EXERCISE OBJECTIVE: Check each line of the listing for the word "вуліца" and report the ones that have it.

(GIVEN RECORDS Opens)

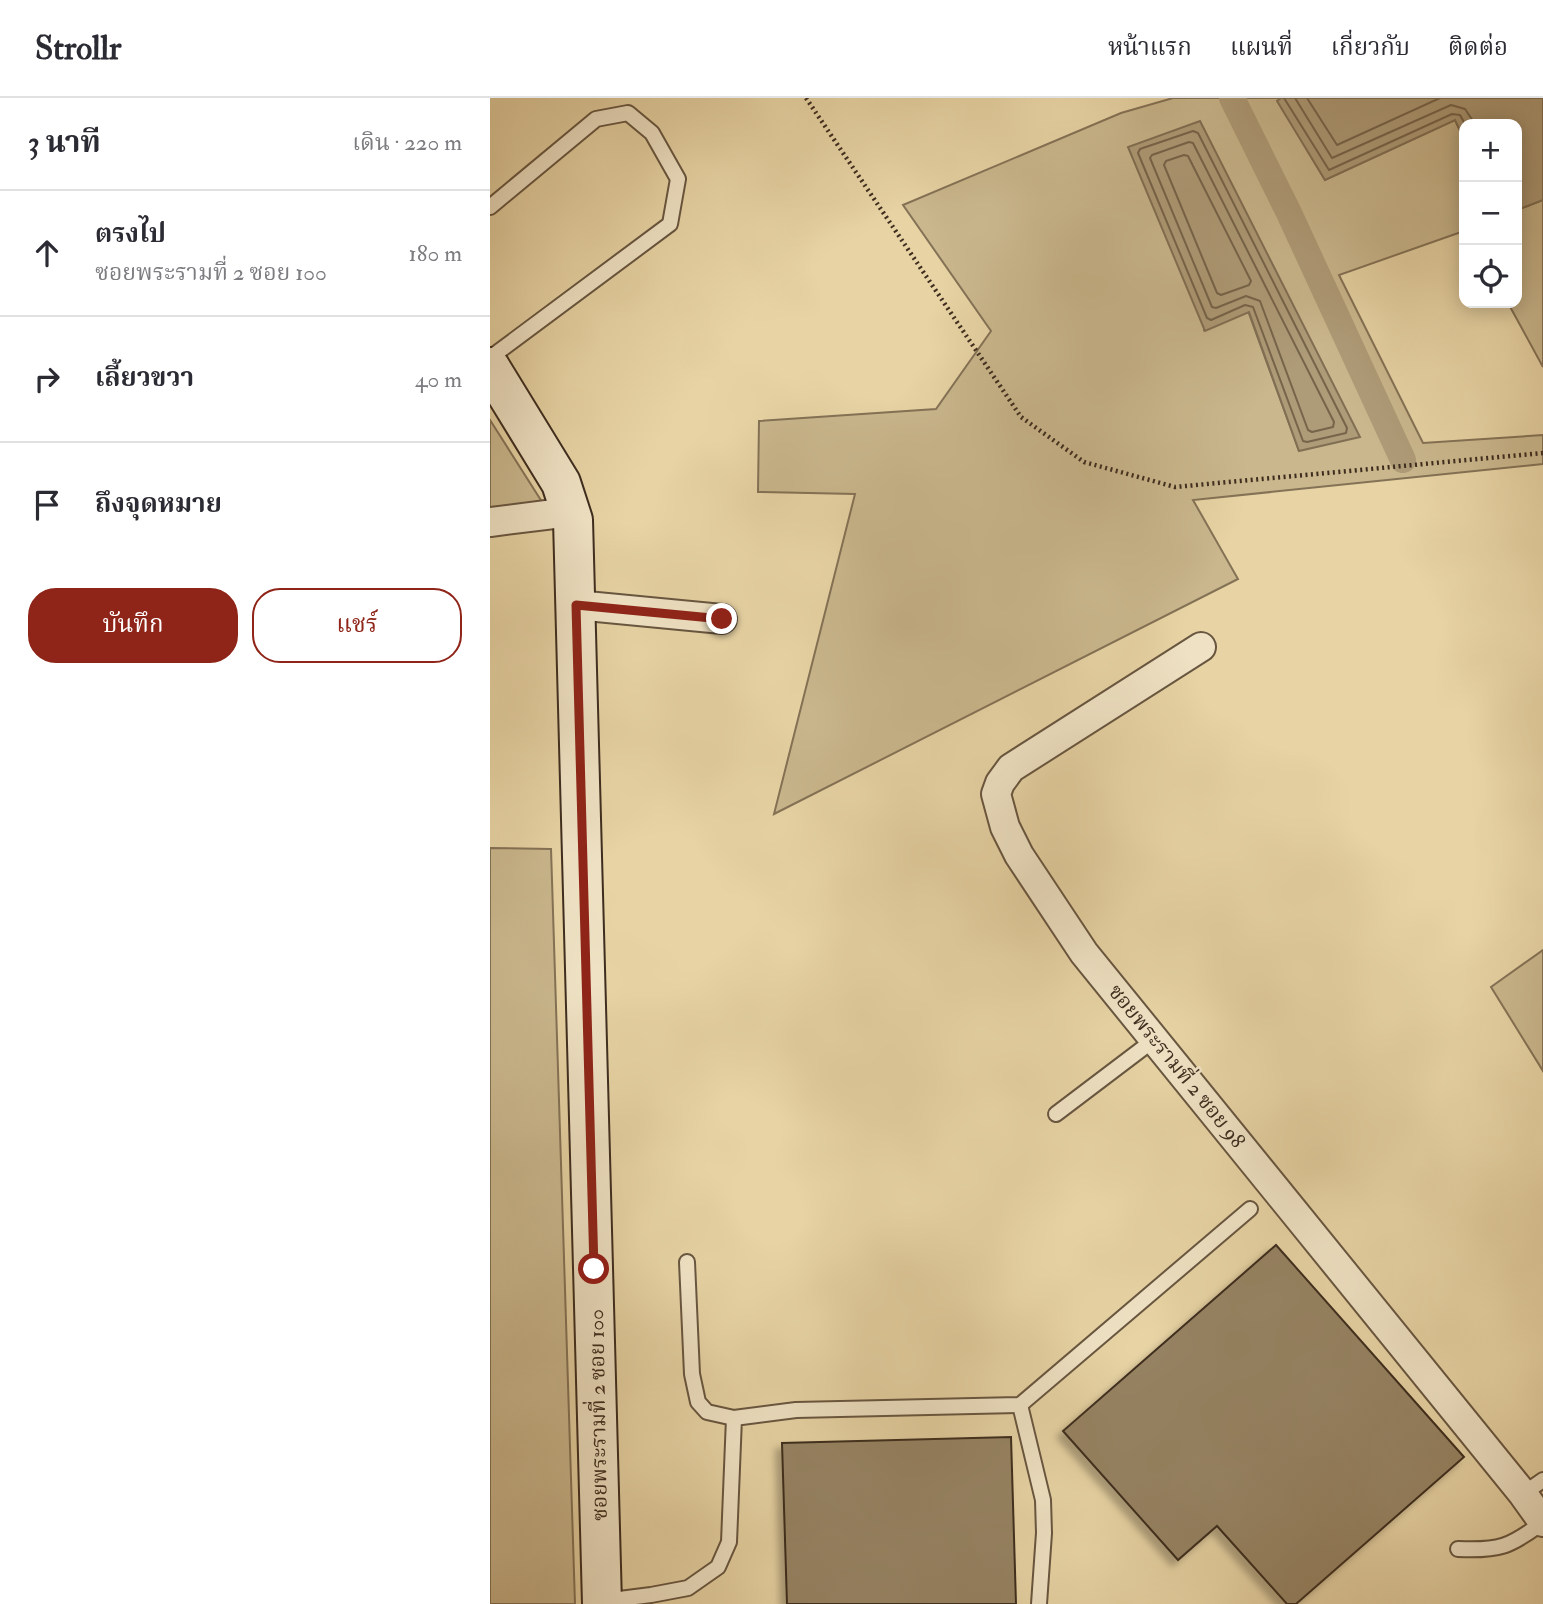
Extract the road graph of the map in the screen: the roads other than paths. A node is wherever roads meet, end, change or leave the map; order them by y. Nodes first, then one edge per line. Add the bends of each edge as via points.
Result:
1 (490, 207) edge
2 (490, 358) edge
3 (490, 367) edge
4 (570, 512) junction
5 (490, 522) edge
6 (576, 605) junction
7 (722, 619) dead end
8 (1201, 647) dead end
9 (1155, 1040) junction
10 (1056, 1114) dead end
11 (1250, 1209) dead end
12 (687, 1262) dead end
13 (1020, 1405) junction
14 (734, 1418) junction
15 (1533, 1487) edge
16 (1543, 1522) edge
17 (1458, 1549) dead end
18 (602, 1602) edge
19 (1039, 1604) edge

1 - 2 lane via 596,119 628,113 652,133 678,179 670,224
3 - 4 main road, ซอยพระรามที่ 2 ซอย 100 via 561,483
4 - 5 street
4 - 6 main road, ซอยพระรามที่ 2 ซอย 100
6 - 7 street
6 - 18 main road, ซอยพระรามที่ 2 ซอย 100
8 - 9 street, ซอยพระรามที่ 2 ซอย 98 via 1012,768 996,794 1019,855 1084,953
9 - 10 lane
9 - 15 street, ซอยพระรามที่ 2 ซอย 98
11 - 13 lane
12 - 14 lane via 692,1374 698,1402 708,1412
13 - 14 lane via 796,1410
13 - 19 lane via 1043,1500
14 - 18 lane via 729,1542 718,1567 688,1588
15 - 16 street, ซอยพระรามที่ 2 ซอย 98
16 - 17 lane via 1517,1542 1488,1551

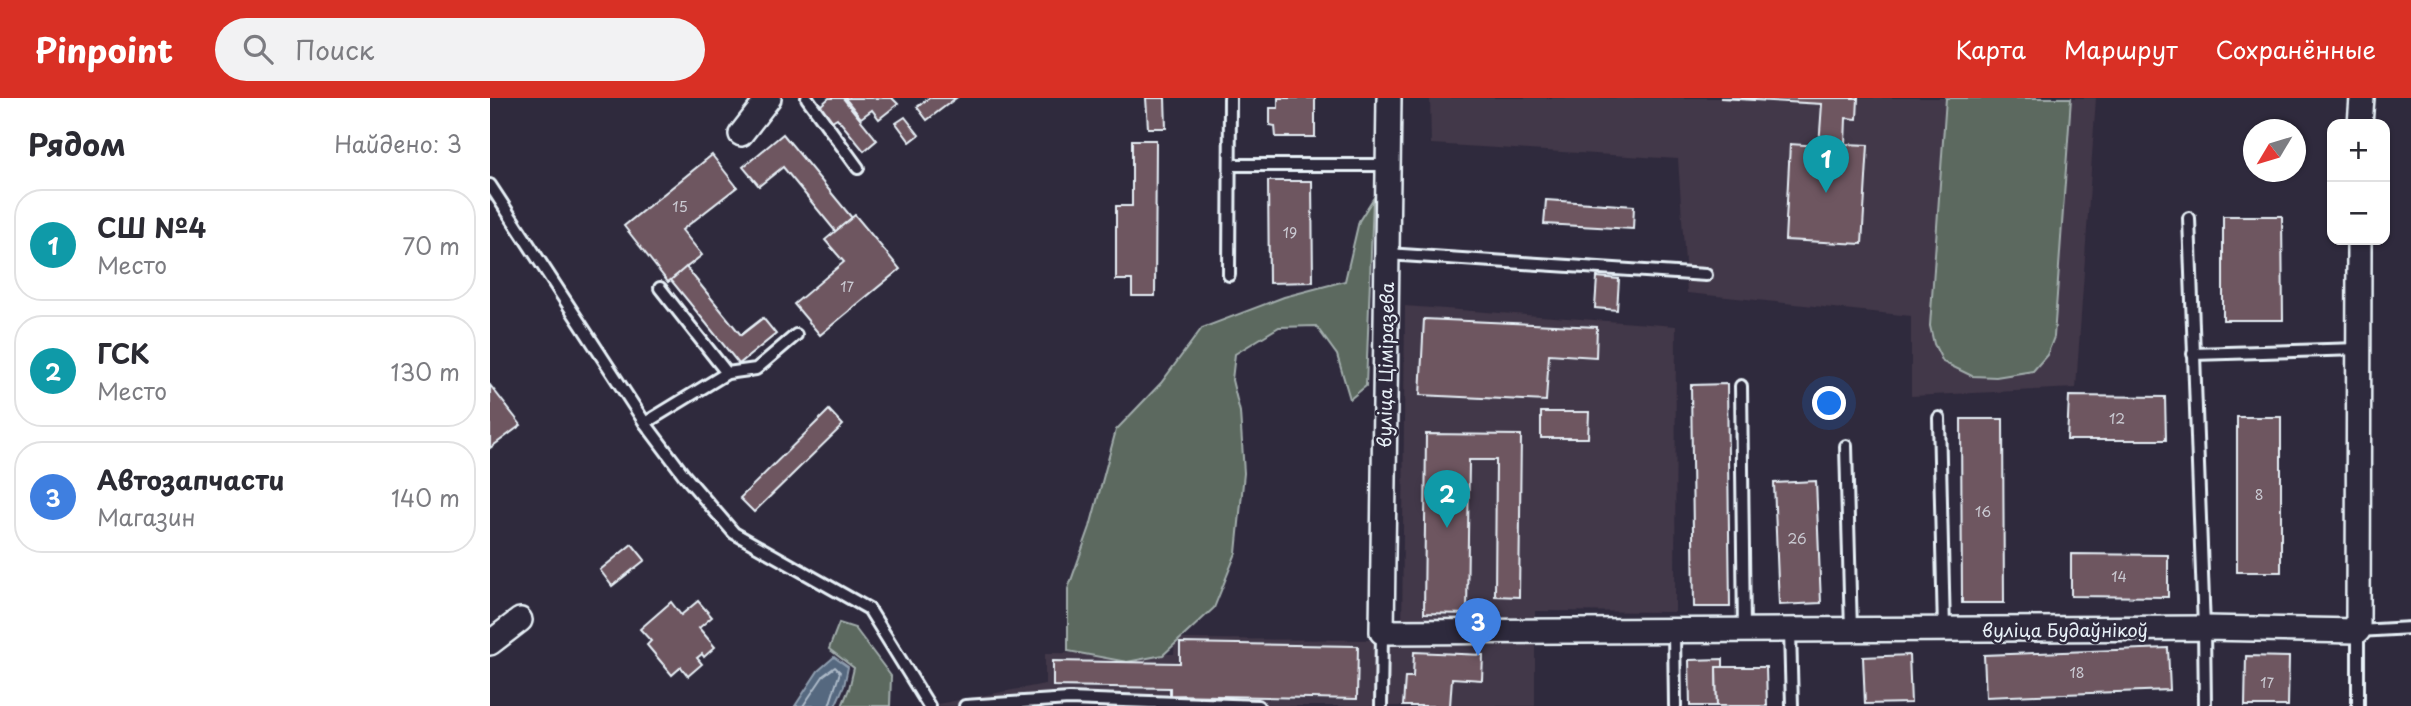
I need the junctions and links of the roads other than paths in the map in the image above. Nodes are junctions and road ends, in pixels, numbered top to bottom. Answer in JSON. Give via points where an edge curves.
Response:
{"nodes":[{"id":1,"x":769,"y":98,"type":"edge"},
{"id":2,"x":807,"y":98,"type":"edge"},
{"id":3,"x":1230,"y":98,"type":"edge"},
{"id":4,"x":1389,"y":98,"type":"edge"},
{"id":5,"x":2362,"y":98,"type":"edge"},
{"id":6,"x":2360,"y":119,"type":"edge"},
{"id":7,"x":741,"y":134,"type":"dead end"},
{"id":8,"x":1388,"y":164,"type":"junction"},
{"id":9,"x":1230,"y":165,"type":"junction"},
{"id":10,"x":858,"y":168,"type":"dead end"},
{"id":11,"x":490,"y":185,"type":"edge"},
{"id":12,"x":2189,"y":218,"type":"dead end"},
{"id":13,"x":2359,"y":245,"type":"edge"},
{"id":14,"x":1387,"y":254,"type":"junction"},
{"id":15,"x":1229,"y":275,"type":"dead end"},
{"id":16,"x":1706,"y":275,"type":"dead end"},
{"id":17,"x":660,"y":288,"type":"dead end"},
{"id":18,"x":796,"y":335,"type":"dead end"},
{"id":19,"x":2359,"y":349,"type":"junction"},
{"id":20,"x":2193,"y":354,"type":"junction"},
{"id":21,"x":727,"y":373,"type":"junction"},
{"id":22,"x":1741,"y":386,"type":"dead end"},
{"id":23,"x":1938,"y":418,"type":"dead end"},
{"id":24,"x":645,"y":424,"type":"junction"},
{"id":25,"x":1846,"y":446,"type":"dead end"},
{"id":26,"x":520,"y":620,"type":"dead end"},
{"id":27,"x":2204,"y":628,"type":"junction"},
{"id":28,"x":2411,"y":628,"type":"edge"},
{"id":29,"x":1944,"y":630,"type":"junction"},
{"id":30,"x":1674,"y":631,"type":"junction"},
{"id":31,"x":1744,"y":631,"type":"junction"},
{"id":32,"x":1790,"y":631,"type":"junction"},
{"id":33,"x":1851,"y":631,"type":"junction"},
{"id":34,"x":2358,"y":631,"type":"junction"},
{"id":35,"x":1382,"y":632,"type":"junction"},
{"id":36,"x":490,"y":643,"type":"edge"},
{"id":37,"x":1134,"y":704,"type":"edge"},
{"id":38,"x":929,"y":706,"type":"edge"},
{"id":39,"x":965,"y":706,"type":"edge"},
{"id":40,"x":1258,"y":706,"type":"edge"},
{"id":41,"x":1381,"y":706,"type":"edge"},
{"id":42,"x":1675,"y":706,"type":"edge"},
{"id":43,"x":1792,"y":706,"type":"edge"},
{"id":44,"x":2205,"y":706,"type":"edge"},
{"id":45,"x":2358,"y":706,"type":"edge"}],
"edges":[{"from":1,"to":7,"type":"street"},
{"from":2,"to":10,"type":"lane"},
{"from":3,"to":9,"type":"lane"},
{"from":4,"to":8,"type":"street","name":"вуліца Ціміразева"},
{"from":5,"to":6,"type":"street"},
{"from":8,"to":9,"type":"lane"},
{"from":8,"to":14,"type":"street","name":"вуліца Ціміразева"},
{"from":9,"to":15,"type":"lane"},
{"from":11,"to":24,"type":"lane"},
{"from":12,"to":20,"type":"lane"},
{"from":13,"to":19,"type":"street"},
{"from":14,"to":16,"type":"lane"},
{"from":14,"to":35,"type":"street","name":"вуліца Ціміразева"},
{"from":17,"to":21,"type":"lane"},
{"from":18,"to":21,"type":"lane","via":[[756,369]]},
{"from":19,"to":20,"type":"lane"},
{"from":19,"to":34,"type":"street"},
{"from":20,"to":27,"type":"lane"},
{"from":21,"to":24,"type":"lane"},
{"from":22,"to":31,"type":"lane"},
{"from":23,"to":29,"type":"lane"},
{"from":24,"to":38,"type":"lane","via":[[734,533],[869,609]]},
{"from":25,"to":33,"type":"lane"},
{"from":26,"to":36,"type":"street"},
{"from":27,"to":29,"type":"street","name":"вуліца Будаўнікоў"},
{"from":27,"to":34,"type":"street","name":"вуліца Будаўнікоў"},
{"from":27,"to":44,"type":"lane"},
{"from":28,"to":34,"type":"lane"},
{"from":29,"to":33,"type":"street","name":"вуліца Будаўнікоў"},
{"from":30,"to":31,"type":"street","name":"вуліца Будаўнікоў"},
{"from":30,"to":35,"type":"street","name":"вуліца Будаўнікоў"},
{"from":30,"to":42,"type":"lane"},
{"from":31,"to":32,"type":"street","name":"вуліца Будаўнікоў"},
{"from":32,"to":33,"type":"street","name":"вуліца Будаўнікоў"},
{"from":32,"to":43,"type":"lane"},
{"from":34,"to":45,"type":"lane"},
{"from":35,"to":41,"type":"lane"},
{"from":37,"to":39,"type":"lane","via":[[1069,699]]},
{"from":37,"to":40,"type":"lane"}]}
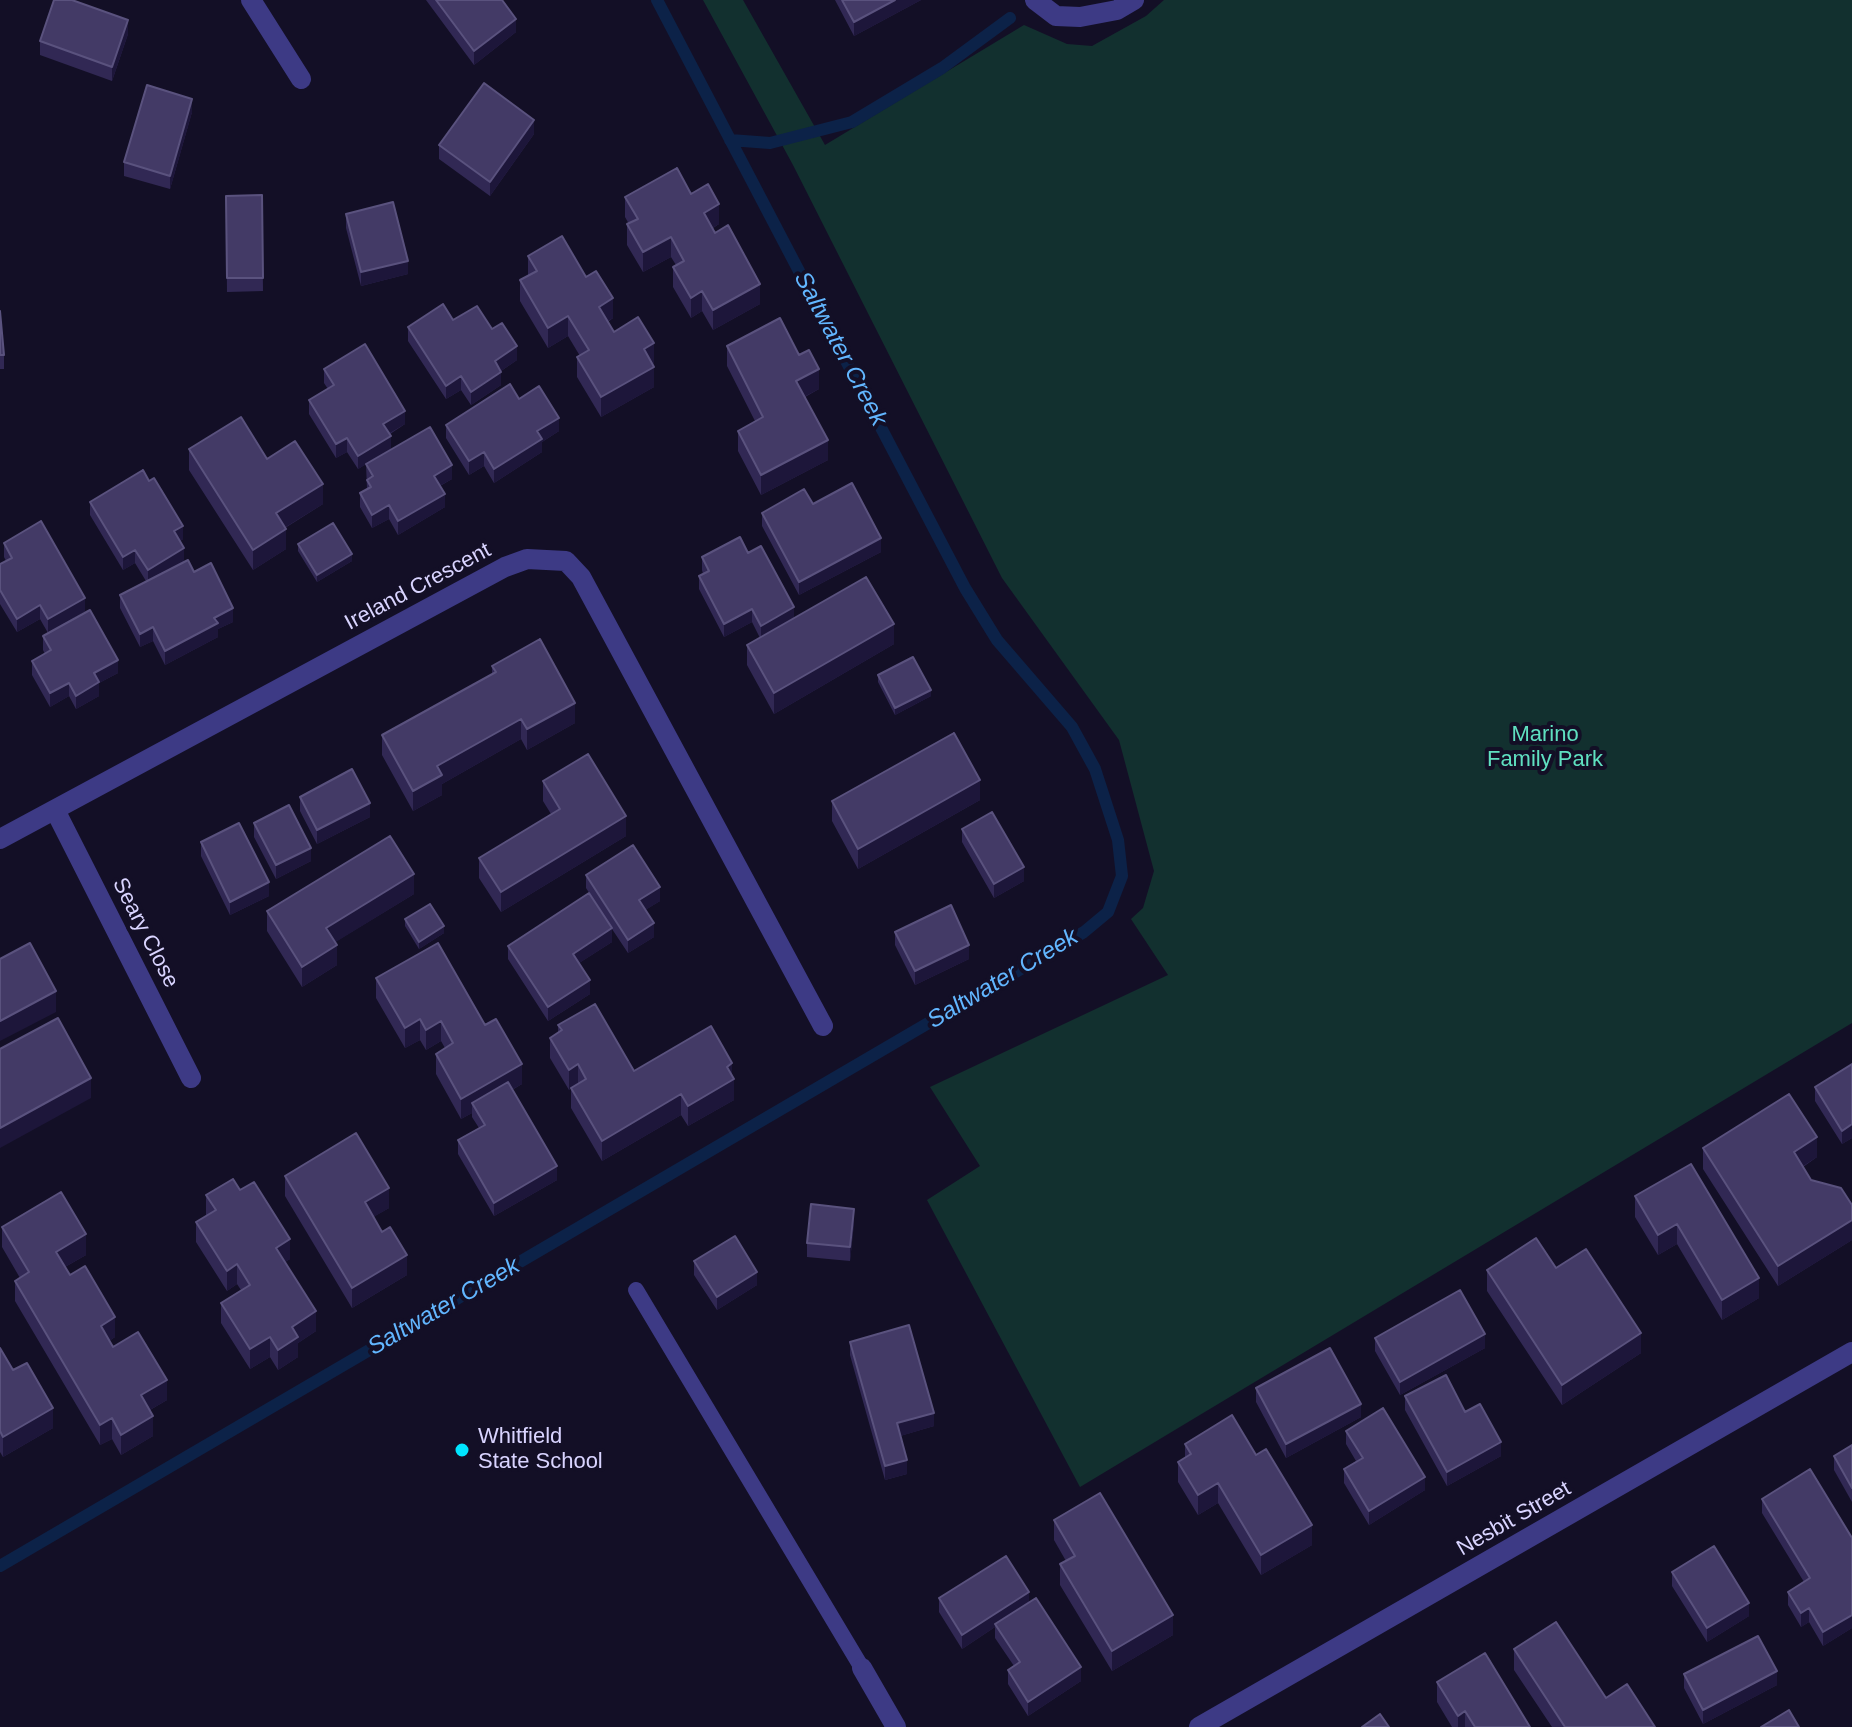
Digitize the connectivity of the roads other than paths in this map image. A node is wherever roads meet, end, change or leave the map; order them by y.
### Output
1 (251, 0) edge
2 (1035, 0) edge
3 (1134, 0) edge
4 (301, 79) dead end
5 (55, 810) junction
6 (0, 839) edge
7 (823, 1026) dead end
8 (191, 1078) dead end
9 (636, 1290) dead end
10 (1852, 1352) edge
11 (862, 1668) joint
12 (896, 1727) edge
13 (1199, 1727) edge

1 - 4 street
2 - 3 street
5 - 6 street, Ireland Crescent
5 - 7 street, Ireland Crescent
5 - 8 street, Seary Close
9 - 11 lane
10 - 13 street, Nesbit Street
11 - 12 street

(GIVEN RECORDS Closes)

RESPONSE AREA:
{"from":4,"to":8,"type":"street","name":"вуліца Ціміразева"},
{"from":8,"to":14,"type":"street","name":"вуліца Ціміразева"},
{"from":14,"to":35,"type":"street","name":"вуліца Ціміразева"},
{"from":27,"to":29,"type":"street","name":"вуліца Будаўнікоў"},
{"from":27,"to":34,"type":"street","name":"вуліца Будаўнікоў"},
{"from":29,"to":33,"type":"street","name":"вуліца Будаўнікоў"},
{"from":30,"to":31,"type":"street","name":"вуліца Будаўнікоў"},
{"from":30,"to":35,"type":"street","name":"вуліца Будаўнікоў"},
{"from":31,"to":32,"type":"street","name":"вуліца Будаўнікоў"},
{"from":32,"to":33,"type":"street","name":"вуліца Будаўнікоў"},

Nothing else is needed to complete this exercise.